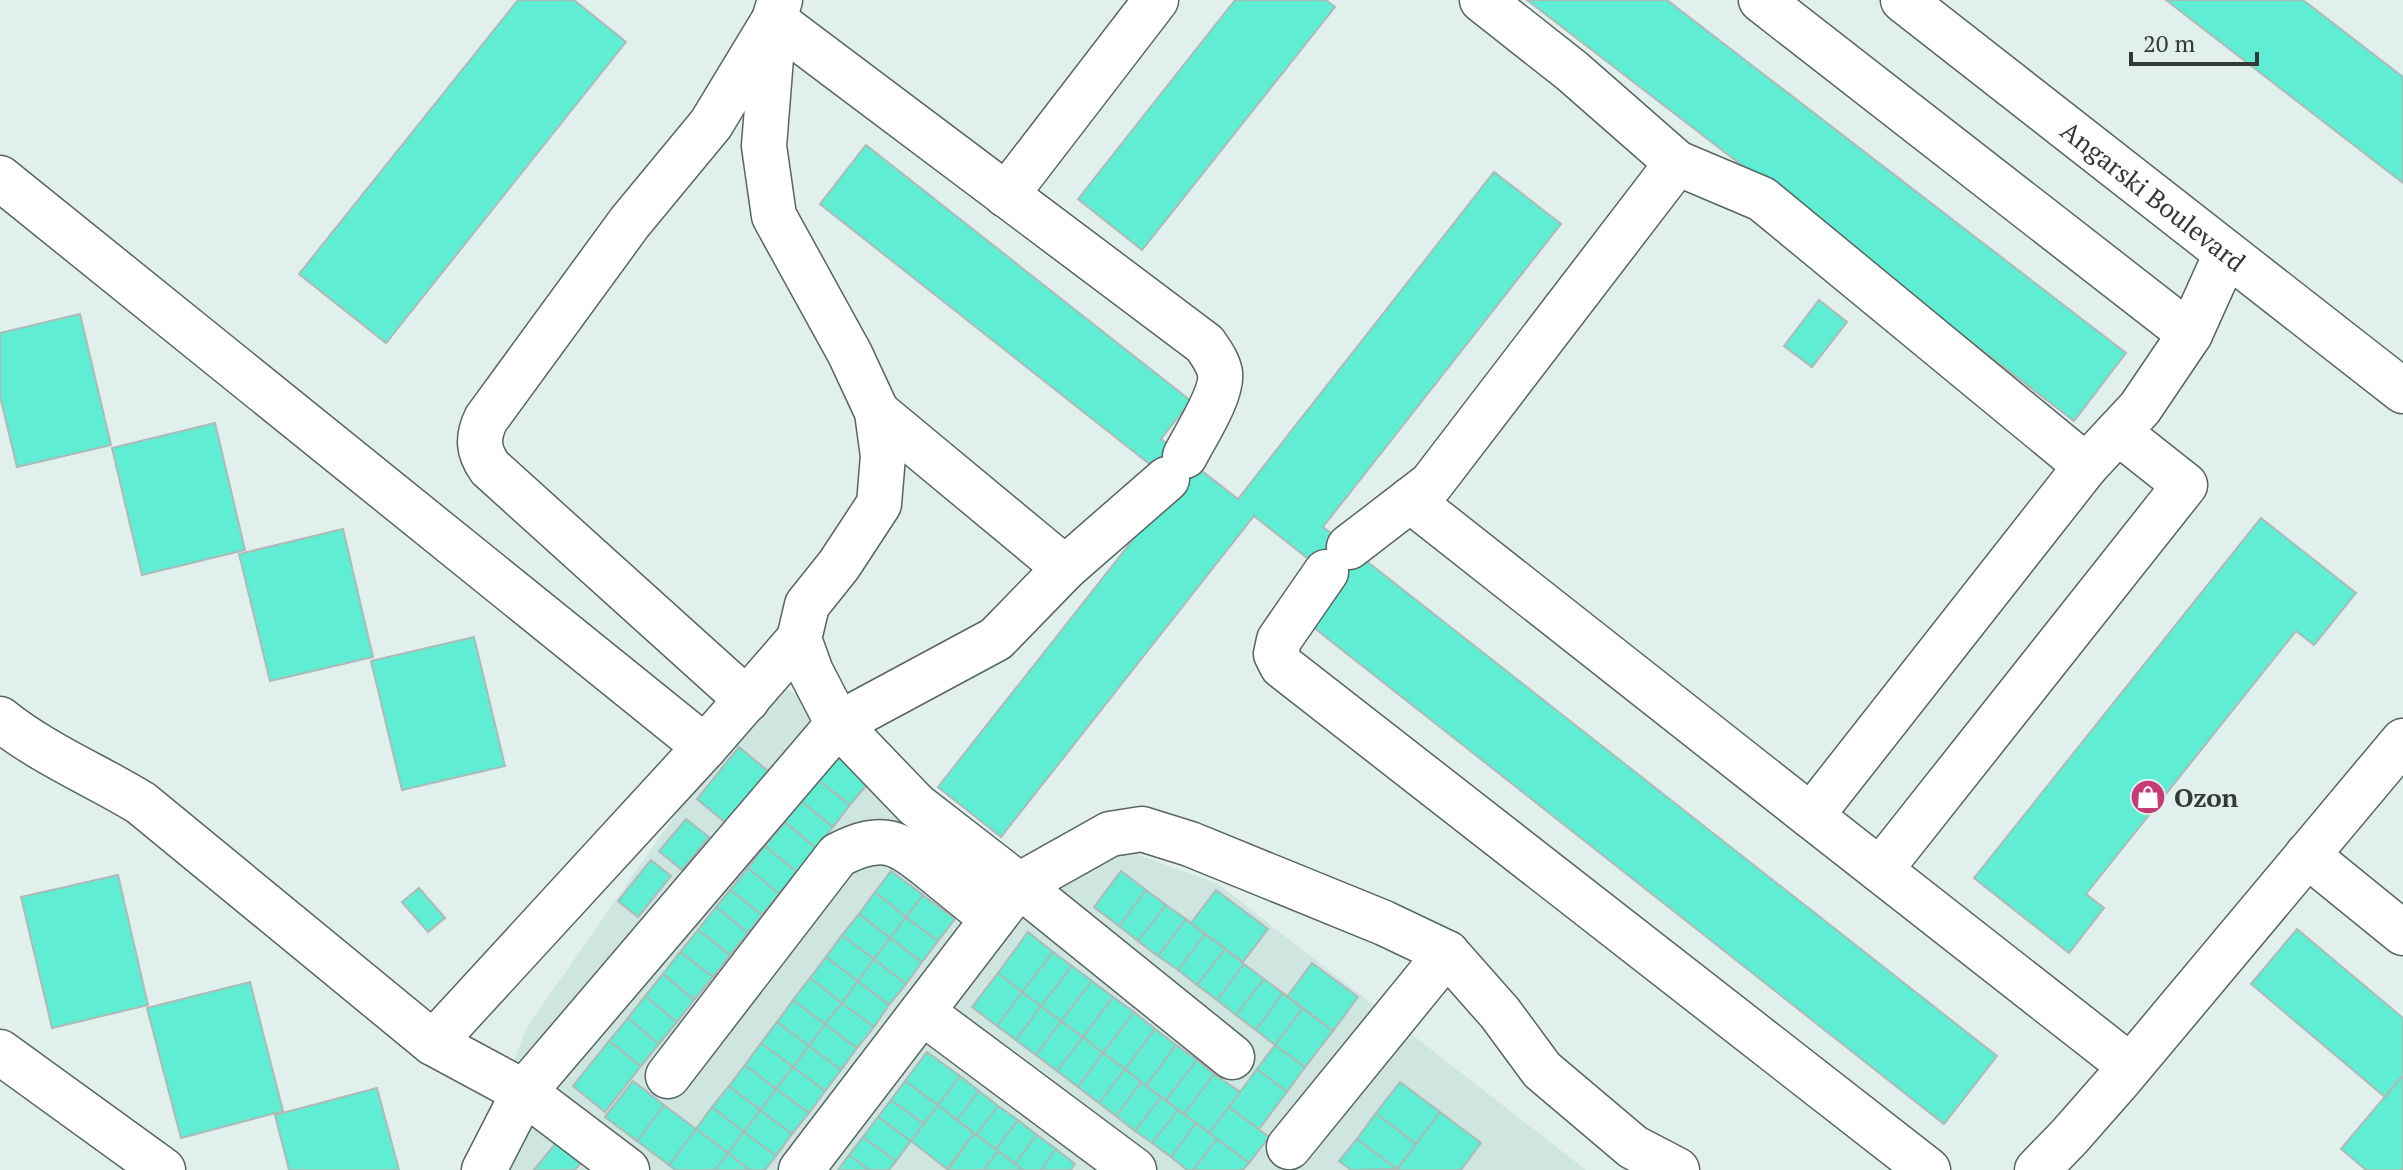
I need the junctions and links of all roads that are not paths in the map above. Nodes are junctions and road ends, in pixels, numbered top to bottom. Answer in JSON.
{"nodes":[{"id":1,"x":1156,"y":0,"type":"edge"},
{"id":2,"x":1482,"y":0,"type":"edge"},
{"id":3,"x":1761,"y":0,"type":"edge"},
{"id":4,"x":1903,"y":0,"type":"edge"},
{"id":5,"x":777,"y":10,"type":"edge"},
{"id":6,"x":1677,"y":163,"type":"junction"},
{"id":7,"x":0,"y":178,"type":"edge"},
{"id":8,"x":1006,"y":195,"type":"junction"},
{"id":9,"x":2226,"y":254,"type":"junction"},
{"id":10,"x":2190,"y":334,"type":"junction"},
{"id":11,"x":2403,"y":391,"type":"edge"},
{"id":12,"x":877,"y":412,"type":"junction"},
{"id":13,"x":2118,"y":432,"type":"junction"},
{"id":14,"x":2086,"y":466,"type":"junction"},
{"id":15,"x":1410,"y":500,"type":"junction"},
{"id":16,"x":1065,"y":568,"type":"junction"},
{"id":17,"x":799,"y":639,"type":"junction"},
{"id":18,"x":747,"y":700,"type":"junction"},
{"id":19,"x":0,"y":719,"type":"edge"},
{"id":20,"x":838,"y":724,"type":"junction"},
{"id":21,"x":2403,"y":741,"type":"edge"},
{"id":22,"x":705,"y":747,"type":"junction"},
{"id":23,"x":1811,"y":816,"type":"junction"},
{"id":24,"x":2307,"y":855,"type":"junction"},
{"id":25,"x":1880,"y":870,"type":"junction"},
{"id":26,"x":1006,"y":902,"type":"junction"},
{"id":27,"x":2403,"y":933,"type":"edge"},
{"id":28,"x":1447,"y":953,"type":"junction"},
{"id":29,"x":922,"y":1012,"type":"junction"},
{"id":30,"x":433,"y":1043,"type":"junction"},
{"id":31,"x":0,"y":1052,"type":"edge"},
{"id":32,"x":1232,"y":1057,"type":"dead end"},
{"id":33,"x":2130,"y":1066,"type":"junction"},
{"id":34,"x":668,"y":1076,"type":"dead end"},
{"id":35,"x":524,"y":1092,"type":"junction"},
{"id":36,"x":1289,"y":1147,"type":"dead end"},
{"id":37,"x":2073,"y":1154,"type":"edge"},
{"id":38,"x":163,"y":1170,"type":"edge"},
{"id":39,"x":484,"y":1170,"type":"edge"},
{"id":40,"x":627,"y":1170,"type":"edge"},
{"id":41,"x":801,"y":1170,"type":"edge"},
{"id":42,"x":1134,"y":1170,"type":"edge"},
{"id":43,"x":1677,"y":1170,"type":"edge"},
{"id":44,"x":1928,"y":1170,"type":"edge"},
{"id":45,"x":2037,"y":1170,"type":"edge"}],
"edges":[{"from":1,"to":8,"type":"street"},
{"from":2,"to":6,"type":"street"},
{"from":3,"to":10,"type":"street"},
{"from":4,"to":9,"type":"street","name":"Angarski Boulevard"},
{"from":5,"to":8,"type":"street"},
{"from":5,"to":12,"type":"street"},
{"from":5,"to":18,"type":"street"},
{"from":6,"to":14,"type":"street"},
{"from":6,"to":15,"type":"street"},
{"from":7,"to":22,"type":"street"},
{"from":8,"to":16,"type":"street"},
{"from":9,"to":10,"type":"street"},
{"from":9,"to":11,"type":"street","name":"Angarski Boulevard"},
{"from":10,"to":13,"type":"street"},
{"from":12,"to":16,"type":"street"},
{"from":12,"to":17,"type":"street"},
{"from":13,"to":14,"type":"street"},
{"from":13,"to":25,"type":"street"},
{"from":14,"to":23,"type":"street"},
{"from":15,"to":23,"type":"street"},
{"from":15,"to":44,"type":"street"},
{"from":16,"to":20,"type":"street"},
{"from":17,"to":18,"type":"street"},
{"from":17,"to":20,"type":"street"},
{"from":18,"to":22,"type":"street"},
{"from":19,"to":30,"type":"street"},
{"from":20,"to":26,"type":"street"},
{"from":20,"to":35,"type":"street"},
{"from":21,"to":24,"type":"street"},
{"from":22,"to":30,"type":"street"},
{"from":23,"to":25,"type":"street"},
{"from":24,"to":27,"type":"street"},
{"from":24,"to":33,"type":"street"},
{"from":25,"to":33,"type":"street"},
{"from":26,"to":28,"type":"street"},
{"from":26,"to":29,"type":"street"},
{"from":26,"to":32,"type":"street"},
{"from":26,"to":34,"type":"street"},
{"from":28,"to":36,"type":"street"},
{"from":28,"to":43,"type":"street"},
{"from":29,"to":41,"type":"street"},
{"from":29,"to":42,"type":"street"},
{"from":30,"to":35,"type":"street"},
{"from":31,"to":38,"type":"street"},
{"from":33,"to":37,"type":"street"},
{"from":35,"to":39,"type":"street"},
{"from":35,"to":40,"type":"street"},
{"from":37,"to":45,"type":"street"}]}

___

### What is being asked
Verbatim output of every entry above is required, though pictures are to be left out.

### Solution for this exercise
I need the junctions and links of all roads that are not paths in the map above. Nodes are junctions and road ends, in pixels, numbered top to bottom. Answer in JSON.
{"nodes":[{"id":1,"x":1156,"y":0,"type":"edge"},
{"id":2,"x":1482,"y":0,"type":"edge"},
{"id":3,"x":1761,"y":0,"type":"edge"},
{"id":4,"x":1903,"y":0,"type":"edge"},
{"id":5,"x":777,"y":10,"type":"edge"},
{"id":6,"x":1677,"y":163,"type":"junction"},
{"id":7,"x":0,"y":178,"type":"edge"},
{"id":8,"x":1006,"y":195,"type":"junction"},
{"id":9,"x":2226,"y":254,"type":"junction"},
{"id":10,"x":2190,"y":334,"type":"junction"},
{"id":11,"x":2403,"y":391,"type":"edge"},
{"id":12,"x":877,"y":412,"type":"junction"},
{"id":13,"x":2118,"y":432,"type":"junction"},
{"id":14,"x":2086,"y":466,"type":"junction"},
{"id":15,"x":1410,"y":500,"type":"junction"},
{"id":16,"x":1065,"y":568,"type":"junction"},
{"id":17,"x":799,"y":639,"type":"junction"},
{"id":18,"x":747,"y":700,"type":"junction"},
{"id":19,"x":0,"y":719,"type":"edge"},
{"id":20,"x":838,"y":724,"type":"junction"},
{"id":21,"x":2403,"y":741,"type":"edge"},
{"id":22,"x":705,"y":747,"type":"junction"},
{"id":23,"x":1811,"y":816,"type":"junction"},
{"id":24,"x":2307,"y":855,"type":"junction"},
{"id":25,"x":1880,"y":870,"type":"junction"},
{"id":26,"x":1006,"y":902,"type":"junction"},
{"id":27,"x":2403,"y":933,"type":"edge"},
{"id":28,"x":1447,"y":953,"type":"junction"},
{"id":29,"x":922,"y":1012,"type":"junction"},
{"id":30,"x":433,"y":1043,"type":"junction"},
{"id":31,"x":0,"y":1052,"type":"edge"},
{"id":32,"x":1232,"y":1057,"type":"dead end"},
{"id":33,"x":2130,"y":1066,"type":"junction"},
{"id":34,"x":668,"y":1076,"type":"dead end"},
{"id":35,"x":524,"y":1092,"type":"junction"},
{"id":36,"x":1289,"y":1147,"type":"dead end"},
{"id":37,"x":2073,"y":1154,"type":"edge"},
{"id":38,"x":163,"y":1170,"type":"edge"},
{"id":39,"x":484,"y":1170,"type":"edge"},
{"id":40,"x":627,"y":1170,"type":"edge"},
{"id":41,"x":801,"y":1170,"type":"edge"},
{"id":42,"x":1134,"y":1170,"type":"edge"},
{"id":43,"x":1677,"y":1170,"type":"edge"},
{"id":44,"x":1928,"y":1170,"type":"edge"},
{"id":45,"x":2037,"y":1170,"type":"edge"}],
"edges":[{"from":1,"to":8,"type":"street"},
{"from":2,"to":6,"type":"street"},
{"from":3,"to":10,"type":"street"},
{"from":4,"to":9,"type":"street","name":"Angarski Boulevard"},
{"from":5,"to":8,"type":"street"},
{"from":5,"to":12,"type":"street"},
{"from":5,"to":18,"type":"street"},
{"from":6,"to":14,"type":"street"},
{"from":6,"to":15,"type":"street"},
{"from":7,"to":22,"type":"street"},
{"from":8,"to":16,"type":"street"},
{"from":9,"to":10,"type":"street"},
{"from":9,"to":11,"type":"street","name":"Angarski Boulevard"},
{"from":10,"to":13,"type":"street"},
{"from":12,"to":16,"type":"street"},
{"from":12,"to":17,"type":"street"},
{"from":13,"to":14,"type":"street"},
{"from":13,"to":25,"type":"street"},
{"from":14,"to":23,"type":"street"},
{"from":15,"to":23,"type":"street"},
{"from":15,"to":44,"type":"street"},
{"from":16,"to":20,"type":"street"},
{"from":17,"to":18,"type":"street"},
{"from":17,"to":20,"type":"street"},
{"from":18,"to":22,"type":"street"},
{"from":19,"to":30,"type":"street"},
{"from":20,"to":26,"type":"street"},
{"from":20,"to":35,"type":"street"},
{"from":21,"to":24,"type":"street"},
{"from":22,"to":30,"type":"street"},
{"from":23,"to":25,"type":"street"},
{"from":24,"to":27,"type":"street"},
{"from":24,"to":33,"type":"street"},
{"from":25,"to":33,"type":"street"},
{"from":26,"to":28,"type":"street"},
{"from":26,"to":29,"type":"street"},
{"from":26,"to":32,"type":"street"},
{"from":26,"to":34,"type":"street"},
{"from":28,"to":36,"type":"street"},
{"from":28,"to":43,"type":"street"},
{"from":29,"to":41,"type":"street"},
{"from":29,"to":42,"type":"street"},
{"from":30,"to":35,"type":"street"},
{"from":31,"to":38,"type":"street"},
{"from":33,"to":37,"type":"street"},
{"from":35,"to":39,"type":"street"},
{"from":35,"to":40,"type":"street"},
{"from":37,"to":45,"type":"street"}]}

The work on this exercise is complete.